Le 2 septembre 2020
Un drame euphorisant et hypnotique, qui parle de l’art de danser comme une tentative de se réparer. Tout simplement beau et profond.
- Réalisateur : Pablo Larraín
- Acteurs : Gael García Bernal, Santiago Cabrera, Mariana Di Girólamo, Paola Giannini
- Genre : Drame
- Nationalité : Chilien
- Distributeur : Potemkine Distribution
- Durée : 1h42mn
- Date de sortie : 2 septembre 2020
- Festival : Festival de Venise 2019
Résumé : Ema, jeune danseuse mariée à un chorégraphe de renom, est hantée par les conséquences d’une adoption qui a mal tourné. Elle décide de transformer sa vie.
Critique : Le réalisateur de No ou Jackie et Neruda a déjà prouvé dans ses œuvres passées une grande capacité à filmer les tourments de l’âme. Cette fois, il s’engage dans le récit d’une jeune femme, Ema, qui a été contrainte d’abandonner son fils, Polo, qu’elle avait adopté avec son compagnon. Toute sa vie est construite sur la danse. Peut-être l’amour, la quête d’une maternité idéale. Mais la danse surtout. Elle interrompt chaque séquence, chaque dialogue, avec, en toile de fond, une musique presque continue, comme une mise en abyme de son propre destin, dans ce tapage de sons et de corps. Cette obsession de la danse la rend presque insouciante et irresponsable. Tout est prétexte à l’expression du corps : un port, un manège, un chantier, alors qu’elle tente de comprendre ce qui a poussé son fils à commettre de tels actes qui l’ont conduite à renoncer à l’adoption.
- Copyright 2020 Koch Films
Cette question de l’adoption est souvent abordée au cinéma. Sauf qu’ici elle est traitée à partir d’un échec. L’enfant est absent pendant tout le film. Et pourtant, il occupe chaque dialogue, chaque regard. Le spectateur assiste impuissant aux atrocités qu’il a commises et qui ont poussé les parents à le délaisser. Et il y a cette mère, aussi immature que profonde, qui tente de reconstituer ce ratage dans une scénographie imaginaire et poétique. Pablo Larraín met un soin particulier à filmer ses personnages, sans qu’on sache vraiment si le propos de la mise en scène cherche à restituer le réel de ces gens, ou, au contraire, fait glisser son récit vers le conte et le lyrisme.
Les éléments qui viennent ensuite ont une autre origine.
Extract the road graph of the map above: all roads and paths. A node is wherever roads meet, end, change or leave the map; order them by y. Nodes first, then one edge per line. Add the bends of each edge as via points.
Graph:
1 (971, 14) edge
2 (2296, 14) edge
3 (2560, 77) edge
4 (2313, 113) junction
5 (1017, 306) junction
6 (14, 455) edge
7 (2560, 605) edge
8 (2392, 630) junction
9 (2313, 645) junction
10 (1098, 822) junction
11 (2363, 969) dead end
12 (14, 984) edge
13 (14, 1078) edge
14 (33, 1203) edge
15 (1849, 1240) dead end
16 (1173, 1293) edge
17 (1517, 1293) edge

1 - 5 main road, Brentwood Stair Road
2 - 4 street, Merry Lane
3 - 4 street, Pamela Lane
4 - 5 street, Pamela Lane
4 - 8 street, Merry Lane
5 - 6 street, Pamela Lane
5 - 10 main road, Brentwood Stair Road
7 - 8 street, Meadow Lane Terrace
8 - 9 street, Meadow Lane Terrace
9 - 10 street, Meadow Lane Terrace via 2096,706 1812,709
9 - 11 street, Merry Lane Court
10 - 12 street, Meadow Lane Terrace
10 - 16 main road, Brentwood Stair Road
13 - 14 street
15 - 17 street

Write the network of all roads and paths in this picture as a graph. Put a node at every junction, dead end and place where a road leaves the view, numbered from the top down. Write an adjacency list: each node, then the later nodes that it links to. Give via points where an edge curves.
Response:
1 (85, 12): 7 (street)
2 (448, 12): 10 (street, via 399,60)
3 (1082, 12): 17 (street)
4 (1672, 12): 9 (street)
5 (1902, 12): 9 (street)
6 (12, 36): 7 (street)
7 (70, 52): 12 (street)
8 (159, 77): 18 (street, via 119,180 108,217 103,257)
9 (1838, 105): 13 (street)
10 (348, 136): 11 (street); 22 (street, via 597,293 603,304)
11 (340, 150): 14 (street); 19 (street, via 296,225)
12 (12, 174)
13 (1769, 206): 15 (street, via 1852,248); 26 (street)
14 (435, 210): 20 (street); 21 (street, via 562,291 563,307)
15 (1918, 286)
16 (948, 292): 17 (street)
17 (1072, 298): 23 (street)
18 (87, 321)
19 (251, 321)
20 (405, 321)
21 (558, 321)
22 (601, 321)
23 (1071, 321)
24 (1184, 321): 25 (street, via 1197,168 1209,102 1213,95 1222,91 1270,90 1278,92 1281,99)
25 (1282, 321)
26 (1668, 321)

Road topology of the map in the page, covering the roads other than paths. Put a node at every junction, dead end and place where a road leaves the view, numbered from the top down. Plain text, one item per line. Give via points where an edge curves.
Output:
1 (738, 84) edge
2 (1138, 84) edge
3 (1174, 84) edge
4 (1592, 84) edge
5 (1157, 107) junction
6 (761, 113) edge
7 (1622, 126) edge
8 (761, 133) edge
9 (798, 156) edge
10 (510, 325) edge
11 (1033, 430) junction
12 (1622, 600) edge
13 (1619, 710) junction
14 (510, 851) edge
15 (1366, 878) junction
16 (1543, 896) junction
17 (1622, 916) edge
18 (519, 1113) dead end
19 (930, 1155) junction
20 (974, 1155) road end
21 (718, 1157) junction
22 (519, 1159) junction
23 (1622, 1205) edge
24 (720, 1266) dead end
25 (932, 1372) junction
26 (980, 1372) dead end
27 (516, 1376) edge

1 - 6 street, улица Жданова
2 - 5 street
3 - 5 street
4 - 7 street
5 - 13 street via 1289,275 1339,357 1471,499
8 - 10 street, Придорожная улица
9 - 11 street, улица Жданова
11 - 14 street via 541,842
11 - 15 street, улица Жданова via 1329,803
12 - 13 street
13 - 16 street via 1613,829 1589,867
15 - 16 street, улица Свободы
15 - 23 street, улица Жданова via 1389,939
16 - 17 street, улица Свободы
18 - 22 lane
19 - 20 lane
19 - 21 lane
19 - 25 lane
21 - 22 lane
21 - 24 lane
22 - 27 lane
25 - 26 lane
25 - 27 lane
Parfois, on se perd dans ces décors, au milieu des personnages, mais l’égarement est similaire à celui des spectateurs d’un ballet, qui sont saisis par la beauté des danseurs, sans comprendre véritablement l’histoire.
- Copyright 2020 Koch Films
Ema est un condensé de sensualité, d’inconstance, de profondeur et de mélancolie. Le long métrage semble le pendant du Théorème de Pasolini, qui concentre un pouvoir magnétique et spirituel. La jeune femme a fait le choix tragique de se séparer d’un enfant violent qu’elle a cessé d’aimer. Elle recompose sa capacité d’amour dans la danse, avec ses collègues de la troupe, ses amants et amantes de passage. Le désir et la sensualité se muent en la possibilité d’une autre vie, d’un destin qui lui fait oublier l’abandon de son fils. Mais s’agit-il encore d’une chorégraphie ? On ne sait pas, sinon que Pablo Larraín brouille les cartes dans l’excès de lumière, l’hystérie des dialogues, et l’éructation des corps. Le cinéaste fait de son héroïne un symbole d’émancipation féminine, qui doit se libérer des carcans de la culpabilité et de la norme sociale.
- Copyright 2020 Koch Films
Ema est un film original, résolument moderne et inventif. Il parle autant d’une femme, Ema, que de tout un courant de musique et de danse, le reggaeton, qui se fait le chantre d’un rapport au monde, à la ville, et à la sexualité absolument fascinant.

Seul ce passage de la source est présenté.